Broadly speaking, the proposal is not quite as DP-friendly as it might be. Concludes the EDPS’s report:
“60. The EDPS is aware of the importance of enhancing the effectiveness of measures against cross-border fraud and of achieving better collection of VAT in cross-border
situations. The EDPS furthermore acknowledges that in order to achieve these purposes it is inevitable that personal data are processed. The EDPS underlines
however that the processing of such data must be in conformity with the Community rules on data protection.
61. … the EDPS has concluded that, although several positive elements can be found [damning the proposals with faint praise?], not all the requirements stemming from the Community rules on data protection are met.
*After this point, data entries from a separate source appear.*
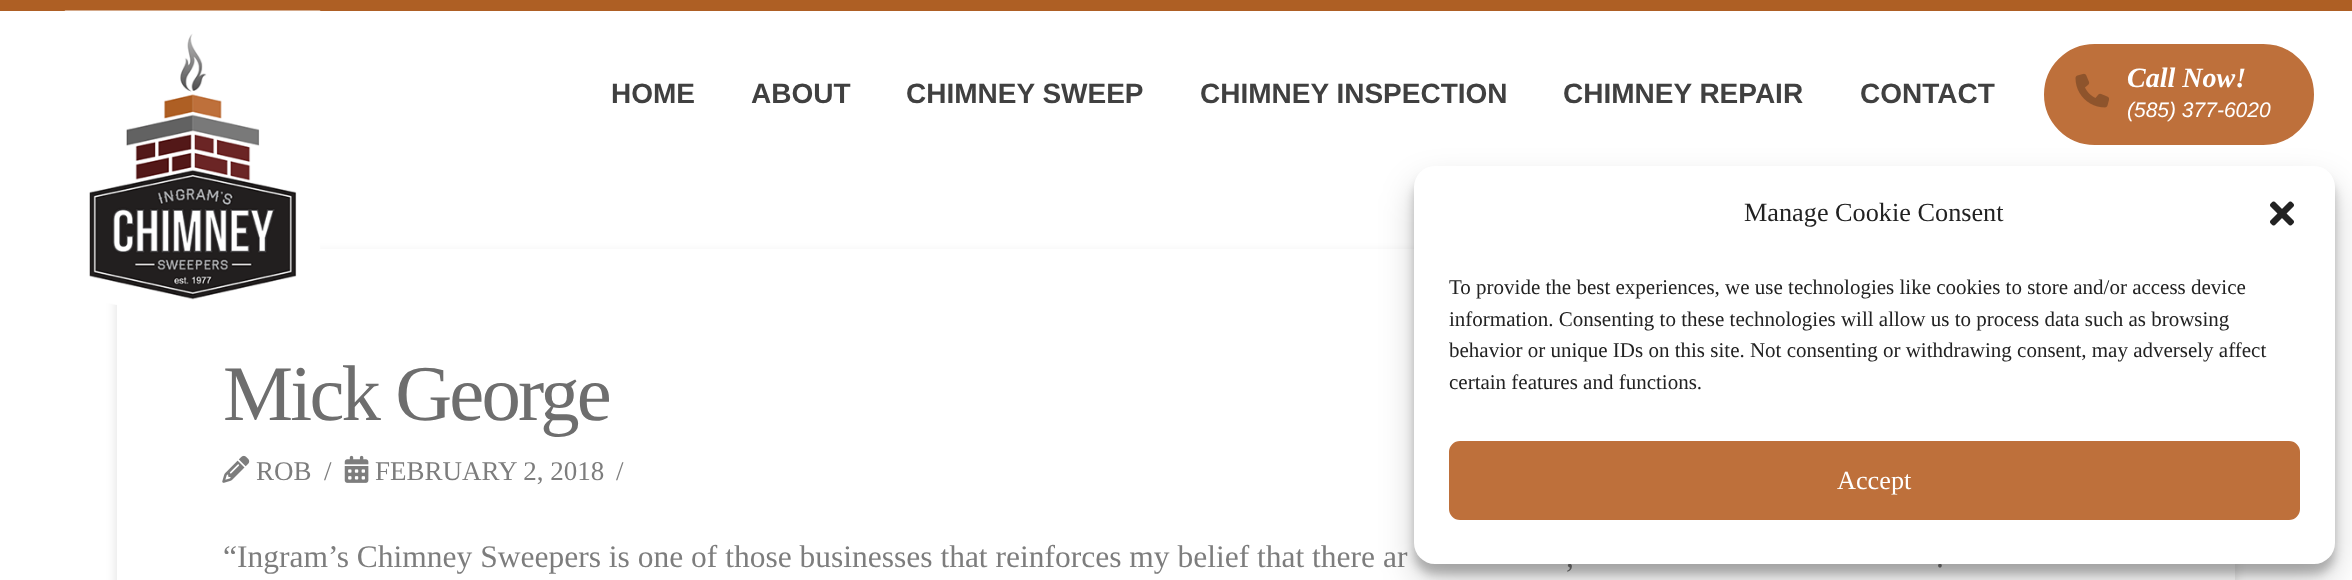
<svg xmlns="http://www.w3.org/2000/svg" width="2352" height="580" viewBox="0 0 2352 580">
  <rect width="100%" height="100%" fill="rgb(255,255,255)"/>
  <rect x="0" y="0" width="2352" height="11" fill="rgb(174,95,36)"/>
  <rect x="117" y="254" width="2118" height="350" rx="7" fill="rgba(0,0,0,0.13)" filter="blur(5.5px)"/>
  <rect x="117" y="249" width="2118" height="331" fill="rgb(255,255,255)"/>
  <image x="64" y="10" width="257" height="295" href="pic1.png"/>
  <g font-family="Liberation Sans" font-size="28" font-weight="bold" fill="rgb(64,64,64)">
    <text x="611" y="103">HOME</text>
    <text x="751" y="103">ABOUT</text>
    <text x="906" y="103">CHIMNEY SWEEP</text>
    <text x="1200" y="103">CHIMNEY INSPECTION</text>
    <text x="1563" y="103">CHIMNEY REPAIR</text>
    <text x="1860" y="103">CONTACT</text>
  </g>
  <rect x="2040.5" y="40.5" width="277" height="108" rx="54" fill="rgb(190,112,59)" stroke="rgb(255,255,255)" stroke-width="7"/>
  <image x="2075" y="73" width="34" height="35" href="pic2.png"/>
  <text x="2127" y="87" font-family="Liberation Serif" font-size="28" font-weight="bold" font-style="italic" fill="rgb(255,255,255)">Call Now!</text>
  <text x="2127" y="117" font-family="Liberation Sans" font-size="21" font-style="italic" fill="rgb(255,255,255)">(585) 377-6020</text>
  <text x="223" y="420" font-family="Liberation Serif" font-size="78.75" letter-spacing="-2.75" fill="rgb(110,110,110)">Mick George</text>
  <image x="222" y="455" width="28" height="28" href="pic3.png"/>
  <g font-family="Liberation Serif" font-size="27" fill="rgb(125,125,125)">
    <text x="256" y="480">ROB</text>
    <text x="324" y="480">/</text>
  </g>
  <image x="344" y="455" width="25" height="28" href="pic4.png"/>
  <g font-family="Liberation Serif" font-size="27" fill="rgb(125,125,125)">
    <text x="375" y="480">FEBRUARY 2, 2018</text>
    <text x="616" y="480">/</text>
  </g>
  <g font-family="Liberation Serif" font-size="31.5" fill="rgb(125,125,125)">
    <text x="223" y="567">“Ingram’s Chimney Sweepers is one of those businesses that reinforces my belief that there ar</text>
    <text x="1566" y="567">,</text>
    <text x="1936" y="567">.</text>
  </g>
  <rect x="1414" y="177" width="921" height="397" rx="21" fill="rgba(0,0,0,0.23)" filter="blur(5px)"/>
  <rect x="1414" y="184" width="921" height="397" rx="21" fill="rgba(0,0,0,0.19)" filter="blur(17.5px)"/>
  <rect x="1414" y="166" width="921" height="398" rx="21" fill="rgb(255,255,255)"/>
  <text x="1744" y="221" font-family="Liberation Serif" font-size="26.25" fill="rgb(34,34,34)">Manage Cookie Consent</text>
  <image x="2270" y="201" width="24" height="25" href="pic5.png"/>
  <g font-family="Liberation Serif" font-size="21" fill="rgb(34,34,34)">
    <text>
      <tspan x="1449" y="294">To provide the best experiences, we use technologies like cookies to store and/or access device</tspan>
      <tspan x="1449" y="326">information. Consenting to these technologies will allow us to process data such as browsing</tspan>
      <tspan x="1449" y="357">behavior or unique IDs on this site. Not consenting or withdrawing consent, may adversely affect</tspan>
      <tspan x="1449" y="389">certain features and functions.</tspan>
    </text>
  </g>
  <rect x="1450" y="442" width="849" height="77" rx="10" fill="rgb(190,112,59)" stroke="rgb(190,112,59)" stroke-width="2"/>
  <text x="1837" y="489" font-family="Liberation Serif" font-size="26.25" fill="rgb(255,255,255)">Accept</text>
</svg>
62. In the current Opinion the EDPS has advised the legislator the following:
— As regards the issue of the applicable Community legislation on data protection, to clarify the respective responsibilities of the Member States, the Commission and Eurofisc for compliance with these rules [Good point. If it’s not clear who’s responsible, it’s not clear who you sue when things go wrong].
— As regards the data exchange between competent authorities upon request or spontaneously, to specify the kind of personal information that can be exchanged, to circumscribe the purposes for which personal data can be exchanged and assess the
necessity of the transfer, or at least assure that the necessity principle is respected [this looks like a truly serious omission, especially bearing in mind that, wherever VAT is concerned, the data exchanged may have a bearing not just on a party who is being investigated for fraud but other parties too].
— With regard to the data exchange through the direct accessibility of the electronic databases, to state explicitly that, in as far as personal data are concerned, no other data, then (sic) the data already defined, shall be put in the database, or to at least ensure that automated access is restricted to the categories of data mentioned. And furthermore to circumscribe the purposes for which the databases can be directly accessed, to assure that the necessity principle is respected, and to determine a maximum storage period for keeping personal data in the database, with possible exceptions in exceptional circumstances [given the fact that VAT is reported and paid in arrears and that circumstances giving rise to a suspicion of cross-border fraud may not be apparent for a long time, a very lengthy maximum storage period is predicted]. …“.
The conclusions then identify other more specific issues that need attention, as well as issues of principle involving transparency and comitology.
This exercise shows how useful it is for the office of the EDPS to get its hands on proposed Regulations at an early stage, so that their implementation has a better chance of being their final resting place and is less likely to be a temporary stop-off on the way to the Court of Justice.